I had noted that the Metropolitan Museum’s press release for its 2009 “Pictures Generation” show (which I had reviewed here) had acknowledged its debt to “the landmark 1977 ‘Pictures’ exhibition at the not-for-profit New York venue Artists Space,” but had unaccountably failed to name the organizer of that show—an oversight that I criticized as “perhaps the institutional equivalent of ‘appropriation art,’ a signature strategy of the Pictures Generation.”
My critique struck a chord with a reader, who had been similarly put off by the failure to properly credit Crimp in Wikipedia‘s “The Pictures Generation” entry.
Here’s what my follower wrote to me (reproduced here with his permission):
We seem to be fighting similar battles:
A while ago, I read the Wikipedia article entitled, “The Pictures Generation,” which was unclear as to whether it was about the Met show itself or the artists that Eklund had gathered [at the Met] under this rubric. It made scant reference to Douglas Crimp‘s role in the matter.
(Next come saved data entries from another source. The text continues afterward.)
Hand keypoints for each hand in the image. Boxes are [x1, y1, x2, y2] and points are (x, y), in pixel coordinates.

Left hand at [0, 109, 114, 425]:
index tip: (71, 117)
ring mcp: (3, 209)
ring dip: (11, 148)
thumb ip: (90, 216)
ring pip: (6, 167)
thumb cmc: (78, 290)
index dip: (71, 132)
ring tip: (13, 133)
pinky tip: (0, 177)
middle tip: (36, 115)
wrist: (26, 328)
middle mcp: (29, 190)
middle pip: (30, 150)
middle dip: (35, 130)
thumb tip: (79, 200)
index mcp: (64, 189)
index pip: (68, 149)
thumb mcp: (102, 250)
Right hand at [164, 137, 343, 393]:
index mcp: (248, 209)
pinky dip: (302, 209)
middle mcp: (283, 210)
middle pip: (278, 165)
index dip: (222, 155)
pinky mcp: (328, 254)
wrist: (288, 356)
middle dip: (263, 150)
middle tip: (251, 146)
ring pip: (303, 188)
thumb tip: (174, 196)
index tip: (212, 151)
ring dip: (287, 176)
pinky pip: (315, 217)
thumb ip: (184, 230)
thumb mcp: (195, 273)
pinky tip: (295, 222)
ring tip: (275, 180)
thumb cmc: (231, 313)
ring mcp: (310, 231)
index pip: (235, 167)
I wrote three new paragraphs to make the article more clearly about the Met show and to situate Crimp’s work as its basis. [He is now credited by name in the second sentence of that entry.]
I introduced myself to Douglas [Crimp] in the lobby of New York Live Arts before a show when I worked there. I worried that I was behaving like some kind of art-history groupie, but we had a perfectly nice conversation.
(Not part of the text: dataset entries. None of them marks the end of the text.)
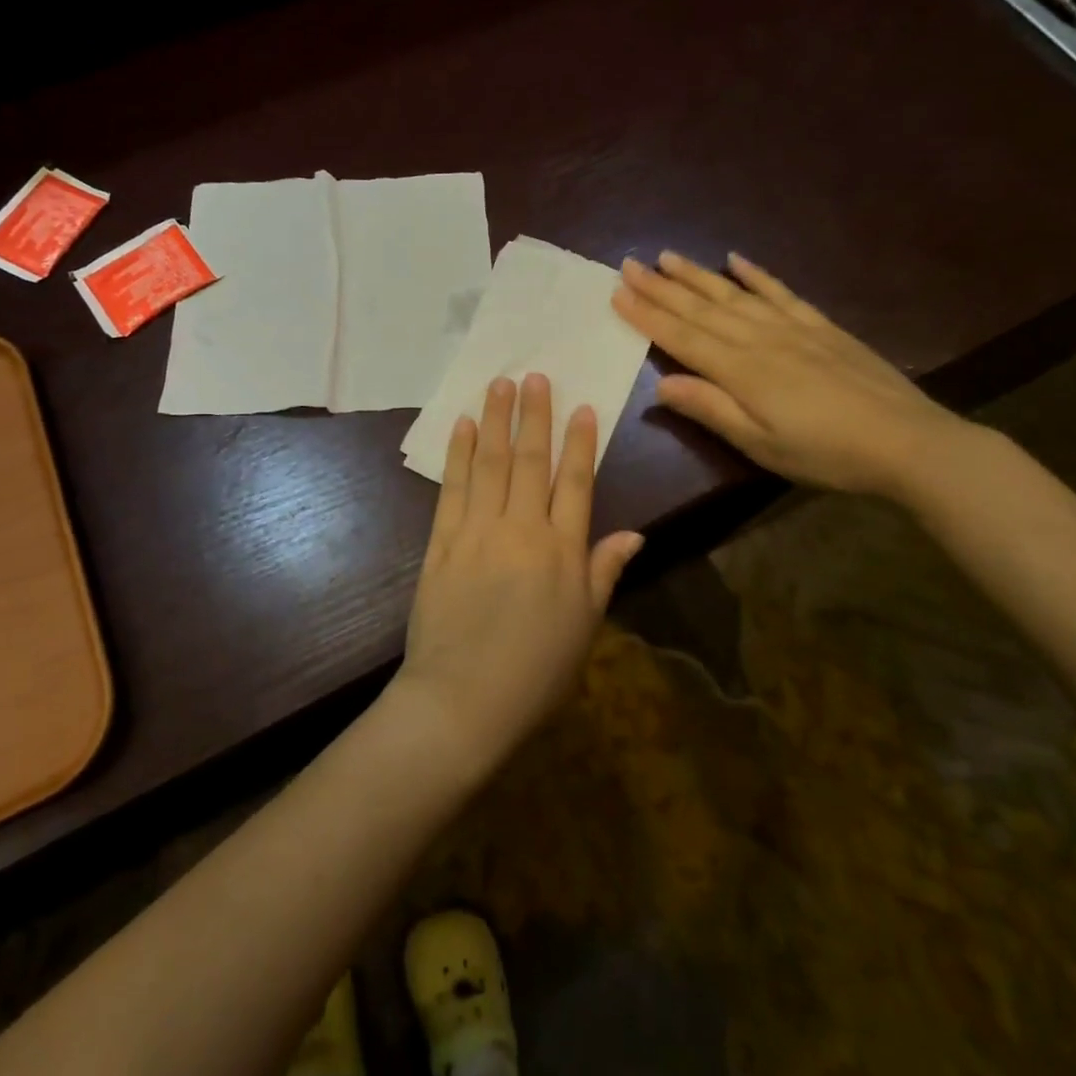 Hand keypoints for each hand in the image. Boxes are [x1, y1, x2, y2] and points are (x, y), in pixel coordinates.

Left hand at [396, 374, 643, 770]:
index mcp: (563, 551)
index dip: (580, 443)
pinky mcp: (441, 542)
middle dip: (534, 415)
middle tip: (534, 375)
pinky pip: (452, 488)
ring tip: (498, 385)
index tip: (582, 407)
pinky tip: (461, 427)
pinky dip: (457, 455)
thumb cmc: (535, 672)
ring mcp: (477, 532)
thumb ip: (604, 572)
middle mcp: (521, 530)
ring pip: (488, 464)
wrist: (463, 700)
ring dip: (494, 421)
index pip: (576, 483)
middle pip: (529, 461)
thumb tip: (634, 533)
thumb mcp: (585, 627)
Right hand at [611, 250, 974, 499]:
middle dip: (661, 287)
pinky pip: (780, 292)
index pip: (682, 337)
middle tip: (629, 264)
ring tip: (667, 256)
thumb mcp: (761, 444)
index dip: (647, 315)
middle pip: (701, 308)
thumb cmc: (826, 453)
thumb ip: (711, 410)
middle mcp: (759, 339)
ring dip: (697, 274)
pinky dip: (756, 274)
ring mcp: (792, 327)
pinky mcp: (820, 326)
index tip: (617, 294)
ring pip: (733, 294)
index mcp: (740, 370)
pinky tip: (736, 259)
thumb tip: (660, 385)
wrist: (908, 442)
Then, oddly, we began to see each other regularly at dance performances around the city, often landing within a few seats of one another. If we were both alone, we would generally walk out of the theater together and he would share some insight or historical information that deepened my sense of the dance.
It was a minor but rich connection that I just want to tell someone about while he’s on all our minds. [Italicized words above are mine, not Rob’s.]
This not only sets the record straight on Crimp’s contribution (and gives further evidence of how generous he was with his insights), but also illustrates (in case we needed reminding) the shortcomings of crowdsourced reference sources like Wikipedia.
In another tribute, the New Yorker has just posted online Masha Gessen‘s appreciation of another of Crimp’s pioneering contributions—his provocative essays championing AIDS activism.